**TASK INSTRUCTIONS:** Keep only the lines of the data below that contain "Smaldone", and copy them.

Dataset entries:
________________________

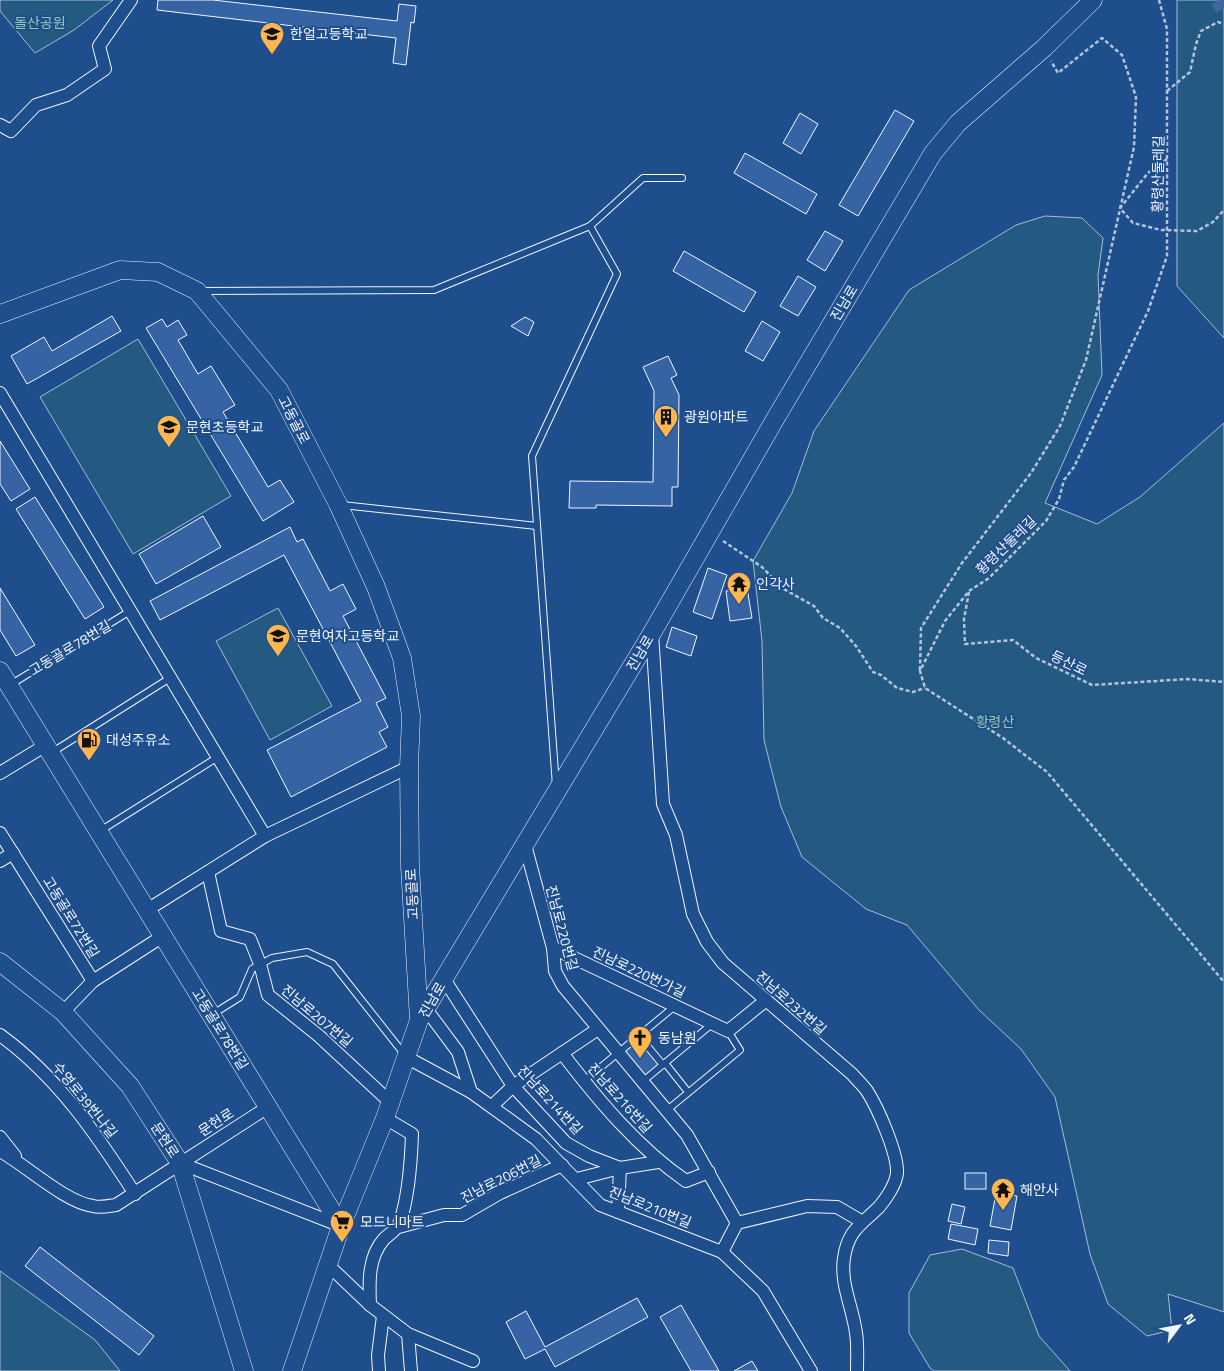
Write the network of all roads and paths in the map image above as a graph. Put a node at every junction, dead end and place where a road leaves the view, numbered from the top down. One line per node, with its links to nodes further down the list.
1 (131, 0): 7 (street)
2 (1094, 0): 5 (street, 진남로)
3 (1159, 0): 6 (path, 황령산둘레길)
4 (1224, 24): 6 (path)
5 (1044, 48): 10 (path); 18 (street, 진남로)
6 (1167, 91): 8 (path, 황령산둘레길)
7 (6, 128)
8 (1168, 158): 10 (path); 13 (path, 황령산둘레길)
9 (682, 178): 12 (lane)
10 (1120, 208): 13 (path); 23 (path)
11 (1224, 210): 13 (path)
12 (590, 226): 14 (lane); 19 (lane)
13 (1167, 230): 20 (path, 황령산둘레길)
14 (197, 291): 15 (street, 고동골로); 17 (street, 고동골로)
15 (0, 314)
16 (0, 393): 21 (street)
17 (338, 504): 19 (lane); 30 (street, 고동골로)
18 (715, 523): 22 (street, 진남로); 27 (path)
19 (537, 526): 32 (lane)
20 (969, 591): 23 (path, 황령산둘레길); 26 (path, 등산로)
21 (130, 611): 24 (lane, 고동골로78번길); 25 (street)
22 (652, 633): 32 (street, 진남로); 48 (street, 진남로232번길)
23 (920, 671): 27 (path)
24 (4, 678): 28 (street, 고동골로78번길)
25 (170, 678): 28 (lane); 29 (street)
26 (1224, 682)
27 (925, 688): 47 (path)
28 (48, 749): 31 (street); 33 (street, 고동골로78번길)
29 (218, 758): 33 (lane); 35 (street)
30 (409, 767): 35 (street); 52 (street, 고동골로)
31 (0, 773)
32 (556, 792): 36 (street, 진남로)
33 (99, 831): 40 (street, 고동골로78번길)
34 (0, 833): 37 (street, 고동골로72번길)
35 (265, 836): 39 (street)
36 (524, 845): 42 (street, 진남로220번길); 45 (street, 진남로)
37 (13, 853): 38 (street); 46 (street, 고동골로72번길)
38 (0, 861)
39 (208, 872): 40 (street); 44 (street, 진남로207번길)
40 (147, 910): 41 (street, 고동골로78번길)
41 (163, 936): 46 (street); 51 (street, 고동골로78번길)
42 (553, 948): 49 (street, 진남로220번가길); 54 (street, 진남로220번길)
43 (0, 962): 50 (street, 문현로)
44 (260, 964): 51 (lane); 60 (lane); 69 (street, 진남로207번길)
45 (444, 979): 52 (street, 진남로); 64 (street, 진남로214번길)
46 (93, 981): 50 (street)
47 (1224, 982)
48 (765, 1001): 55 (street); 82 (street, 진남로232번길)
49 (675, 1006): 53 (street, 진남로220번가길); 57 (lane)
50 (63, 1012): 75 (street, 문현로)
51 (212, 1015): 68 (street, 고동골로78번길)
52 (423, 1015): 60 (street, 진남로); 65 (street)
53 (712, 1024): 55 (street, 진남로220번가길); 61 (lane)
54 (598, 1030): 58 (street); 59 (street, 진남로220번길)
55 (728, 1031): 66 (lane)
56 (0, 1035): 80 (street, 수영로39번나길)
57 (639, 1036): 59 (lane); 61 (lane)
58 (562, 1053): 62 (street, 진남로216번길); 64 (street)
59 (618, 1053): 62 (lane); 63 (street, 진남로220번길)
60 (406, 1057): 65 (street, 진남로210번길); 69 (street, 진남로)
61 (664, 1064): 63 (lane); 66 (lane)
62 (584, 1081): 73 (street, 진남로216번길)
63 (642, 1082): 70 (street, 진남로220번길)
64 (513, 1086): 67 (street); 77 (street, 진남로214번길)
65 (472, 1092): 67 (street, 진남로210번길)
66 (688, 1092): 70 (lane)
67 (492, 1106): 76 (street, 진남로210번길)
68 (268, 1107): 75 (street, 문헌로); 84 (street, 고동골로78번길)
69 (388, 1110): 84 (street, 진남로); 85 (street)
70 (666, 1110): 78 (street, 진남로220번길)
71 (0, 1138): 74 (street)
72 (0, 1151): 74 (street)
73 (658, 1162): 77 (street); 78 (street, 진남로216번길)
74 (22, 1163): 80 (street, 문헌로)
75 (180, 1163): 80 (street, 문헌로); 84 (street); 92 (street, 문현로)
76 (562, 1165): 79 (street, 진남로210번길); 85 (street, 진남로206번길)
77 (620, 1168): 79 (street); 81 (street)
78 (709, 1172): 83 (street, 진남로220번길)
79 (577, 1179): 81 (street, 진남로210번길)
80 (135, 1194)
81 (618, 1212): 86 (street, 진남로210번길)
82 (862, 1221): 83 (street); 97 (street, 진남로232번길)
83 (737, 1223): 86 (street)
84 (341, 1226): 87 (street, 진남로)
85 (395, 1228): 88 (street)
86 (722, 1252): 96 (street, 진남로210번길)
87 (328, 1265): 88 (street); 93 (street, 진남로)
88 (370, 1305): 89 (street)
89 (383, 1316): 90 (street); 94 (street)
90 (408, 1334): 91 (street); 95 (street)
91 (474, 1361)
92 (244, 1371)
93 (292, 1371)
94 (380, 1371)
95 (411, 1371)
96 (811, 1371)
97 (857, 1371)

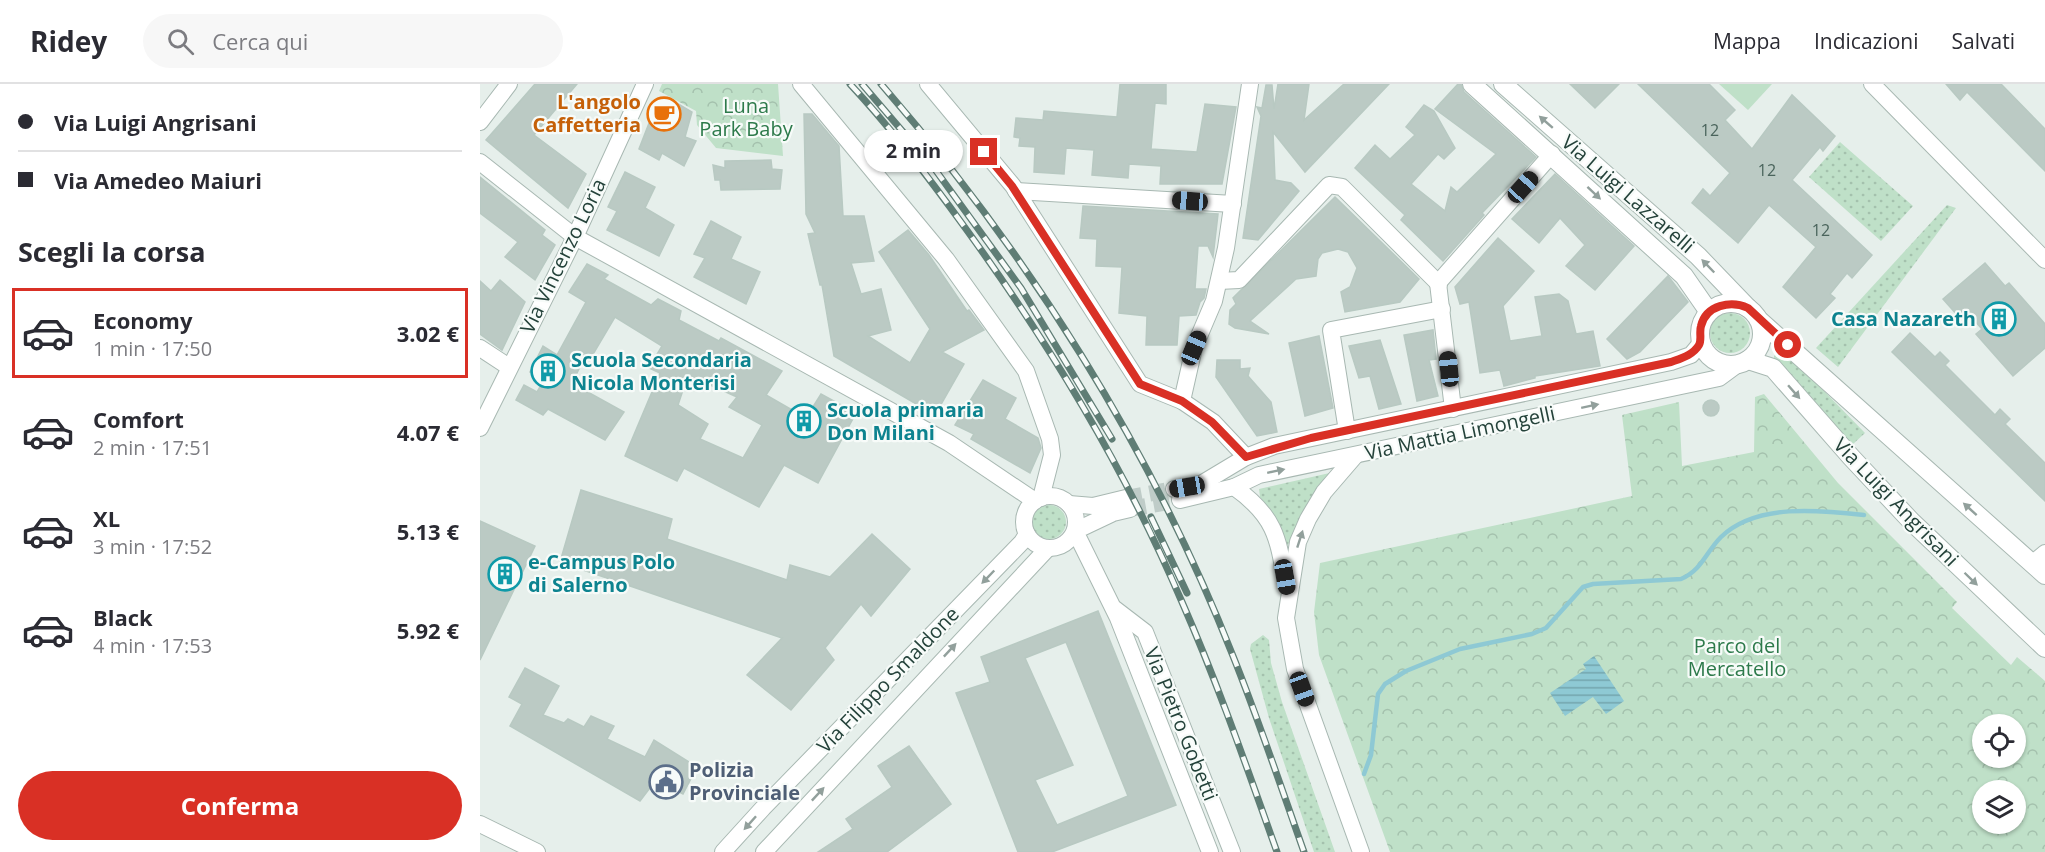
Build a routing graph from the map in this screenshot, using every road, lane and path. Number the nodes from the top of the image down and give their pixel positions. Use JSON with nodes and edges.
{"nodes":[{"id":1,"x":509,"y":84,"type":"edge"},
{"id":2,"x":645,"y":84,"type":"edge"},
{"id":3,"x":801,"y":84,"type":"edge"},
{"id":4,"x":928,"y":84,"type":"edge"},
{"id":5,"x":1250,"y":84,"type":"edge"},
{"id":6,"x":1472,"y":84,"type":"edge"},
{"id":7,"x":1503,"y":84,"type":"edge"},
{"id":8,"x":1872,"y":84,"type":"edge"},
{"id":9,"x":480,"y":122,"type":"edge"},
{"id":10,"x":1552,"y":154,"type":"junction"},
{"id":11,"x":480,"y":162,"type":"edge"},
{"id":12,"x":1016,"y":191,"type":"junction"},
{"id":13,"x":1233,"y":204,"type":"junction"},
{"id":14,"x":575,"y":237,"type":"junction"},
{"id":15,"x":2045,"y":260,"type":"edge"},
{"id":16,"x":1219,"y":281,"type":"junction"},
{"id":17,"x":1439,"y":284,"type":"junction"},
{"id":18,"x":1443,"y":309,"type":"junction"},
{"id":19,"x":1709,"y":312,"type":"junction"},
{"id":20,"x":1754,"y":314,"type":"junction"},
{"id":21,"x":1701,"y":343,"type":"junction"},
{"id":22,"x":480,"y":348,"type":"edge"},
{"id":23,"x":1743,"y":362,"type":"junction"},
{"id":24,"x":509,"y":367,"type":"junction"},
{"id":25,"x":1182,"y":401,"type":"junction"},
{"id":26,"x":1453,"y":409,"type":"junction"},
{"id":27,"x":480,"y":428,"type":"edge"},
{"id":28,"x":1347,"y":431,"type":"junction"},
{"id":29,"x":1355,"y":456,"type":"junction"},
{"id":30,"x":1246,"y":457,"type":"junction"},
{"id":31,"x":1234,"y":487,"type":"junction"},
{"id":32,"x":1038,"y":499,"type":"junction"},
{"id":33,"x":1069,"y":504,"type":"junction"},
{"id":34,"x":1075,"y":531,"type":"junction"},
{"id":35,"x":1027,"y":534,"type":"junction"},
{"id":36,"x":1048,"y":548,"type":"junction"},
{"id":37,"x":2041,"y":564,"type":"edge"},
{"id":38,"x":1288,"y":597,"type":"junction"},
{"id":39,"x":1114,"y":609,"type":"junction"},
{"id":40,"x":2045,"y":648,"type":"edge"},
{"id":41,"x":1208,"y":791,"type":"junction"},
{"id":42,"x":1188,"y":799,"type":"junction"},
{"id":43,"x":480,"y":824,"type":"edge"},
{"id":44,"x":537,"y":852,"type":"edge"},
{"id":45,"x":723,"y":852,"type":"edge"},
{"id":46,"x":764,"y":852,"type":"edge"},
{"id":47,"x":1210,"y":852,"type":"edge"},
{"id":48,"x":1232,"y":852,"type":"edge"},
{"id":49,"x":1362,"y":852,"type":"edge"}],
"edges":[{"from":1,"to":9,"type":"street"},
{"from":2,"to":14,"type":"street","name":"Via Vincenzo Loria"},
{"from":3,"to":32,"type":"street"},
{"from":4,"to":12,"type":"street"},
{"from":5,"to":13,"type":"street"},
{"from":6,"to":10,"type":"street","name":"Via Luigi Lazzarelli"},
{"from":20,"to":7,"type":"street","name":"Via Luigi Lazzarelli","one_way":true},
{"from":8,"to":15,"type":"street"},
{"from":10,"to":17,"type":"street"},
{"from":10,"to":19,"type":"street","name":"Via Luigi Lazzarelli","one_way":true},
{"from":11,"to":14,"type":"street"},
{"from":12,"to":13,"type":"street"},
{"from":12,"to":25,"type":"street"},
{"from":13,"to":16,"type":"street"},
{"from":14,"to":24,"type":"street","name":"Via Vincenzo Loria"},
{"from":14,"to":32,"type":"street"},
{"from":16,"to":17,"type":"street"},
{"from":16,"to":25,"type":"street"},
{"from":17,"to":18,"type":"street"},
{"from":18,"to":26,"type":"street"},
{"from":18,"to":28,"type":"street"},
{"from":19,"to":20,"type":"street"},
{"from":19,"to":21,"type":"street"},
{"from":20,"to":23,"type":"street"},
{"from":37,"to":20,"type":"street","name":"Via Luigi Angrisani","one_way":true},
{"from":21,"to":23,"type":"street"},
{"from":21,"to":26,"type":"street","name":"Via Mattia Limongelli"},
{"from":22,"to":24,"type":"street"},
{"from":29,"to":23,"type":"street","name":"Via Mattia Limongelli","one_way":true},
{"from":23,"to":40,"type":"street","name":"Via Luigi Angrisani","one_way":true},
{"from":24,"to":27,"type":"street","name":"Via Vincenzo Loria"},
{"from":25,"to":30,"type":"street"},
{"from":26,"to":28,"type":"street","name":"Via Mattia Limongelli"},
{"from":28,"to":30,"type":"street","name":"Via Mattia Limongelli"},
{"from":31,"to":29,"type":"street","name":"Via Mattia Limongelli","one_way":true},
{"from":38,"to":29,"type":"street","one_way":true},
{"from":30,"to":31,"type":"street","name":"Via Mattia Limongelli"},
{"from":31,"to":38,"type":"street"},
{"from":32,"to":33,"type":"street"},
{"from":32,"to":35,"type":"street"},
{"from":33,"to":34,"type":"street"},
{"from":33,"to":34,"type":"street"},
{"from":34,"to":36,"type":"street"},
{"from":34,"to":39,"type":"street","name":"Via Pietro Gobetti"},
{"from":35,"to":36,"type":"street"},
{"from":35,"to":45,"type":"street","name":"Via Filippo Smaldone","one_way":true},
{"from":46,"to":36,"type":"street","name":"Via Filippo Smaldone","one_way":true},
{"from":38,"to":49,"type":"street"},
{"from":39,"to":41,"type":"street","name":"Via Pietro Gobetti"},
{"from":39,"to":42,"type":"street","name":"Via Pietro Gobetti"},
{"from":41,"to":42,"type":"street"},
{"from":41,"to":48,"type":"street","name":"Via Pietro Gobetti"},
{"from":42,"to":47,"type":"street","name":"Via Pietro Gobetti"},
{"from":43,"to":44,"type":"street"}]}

________________________

**ANSWER TO THE PROBLEM:**
{"from":35,"to":45,"type":"street","name":"Via Filippo Smaldone","one_way":true},
{"from":46,"to":36,"type":"street","name":"Via Filippo Smaldone","one_way":true},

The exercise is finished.